There is a sense of purpose to it, a concentration of will. Every thing is important, every detail is critical. Even as we banter within the crew or over the radio with the other trucks I still scan. It is intense, it can be nerve wracking. There are times, like when a vehicle ahead or behind you takes small arms fire and you strain to spot the next shot. When the lead truck spots something suspicious and I strain to see out into the darkness for the first hint of an ambush my pulse quickens.
Don’t get me wrong, when this tour is over I will go back home as readily as the next. I will bridle under the gauze wrapped world that is the United States. I will try to escape it when ever I get a chance.
There is something about living in a world of risk. A place where you are responsible for your actions, and the safety nets are thin. I know why I feel so alive at work. I know it is dangerous, but some primal part of me just enjoys the thrill.
Then there are the guys, (actually one female is part of the squad). It is as good a group as I have ever seen. We trust each other with our lives every day we go to work. If a gunner slacks off he risks him self, his vehicle and the other trucks. Drivers battle top heavy rides, a wheel off the road could roll the vehicle over. TCs maintain contact with the rest of the vehicles. SSG Moto, has the hardest job. He has to wrangle all of us and talk to higher on two different communications systems.
It is difficult and stressful. The harder the job the greater the reward. Maybe that is the reason I love my job, it is hard, and thus rewarding.

Tuesday, December 9, 2008

The more things change

The more they stay the same. If a guy stays in the army long enough there are a few things he will run across, one of them Is Rudyard Kipling.
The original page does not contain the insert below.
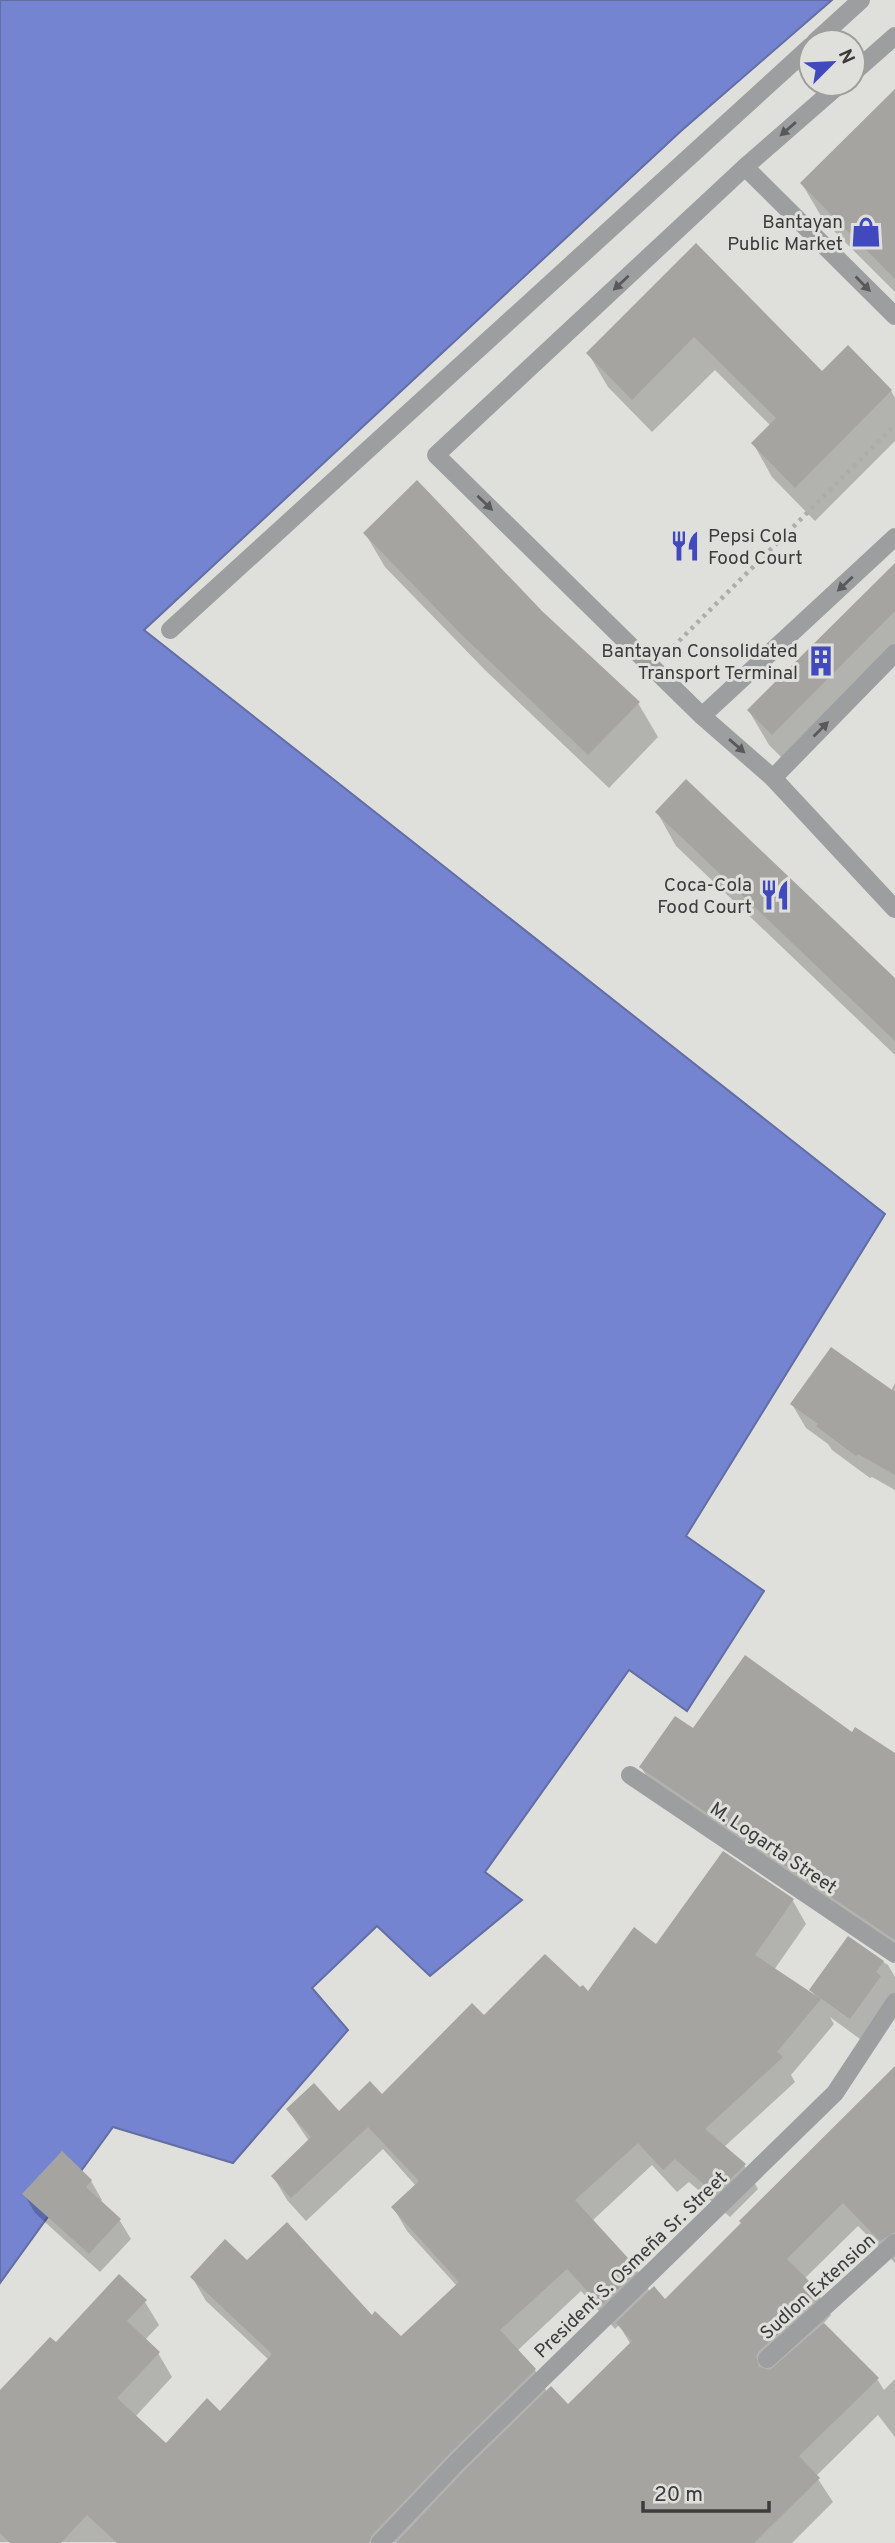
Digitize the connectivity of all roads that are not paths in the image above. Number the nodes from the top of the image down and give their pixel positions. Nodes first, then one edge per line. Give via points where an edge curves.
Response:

Though he never served in uniform, he is proof that embedded reporters can feel see the essence of our world. Each time I read this, it gains new meanings, proof that poetry is a much about the reader as the poet or his subject.

http://www.poetryloverspage.com/poets/kipling/ballad_of_boh_da_thone.html

Please take a minute, and read the words of a great bard. He will take you from the field to the fire, and just maybe shed a little light into our world.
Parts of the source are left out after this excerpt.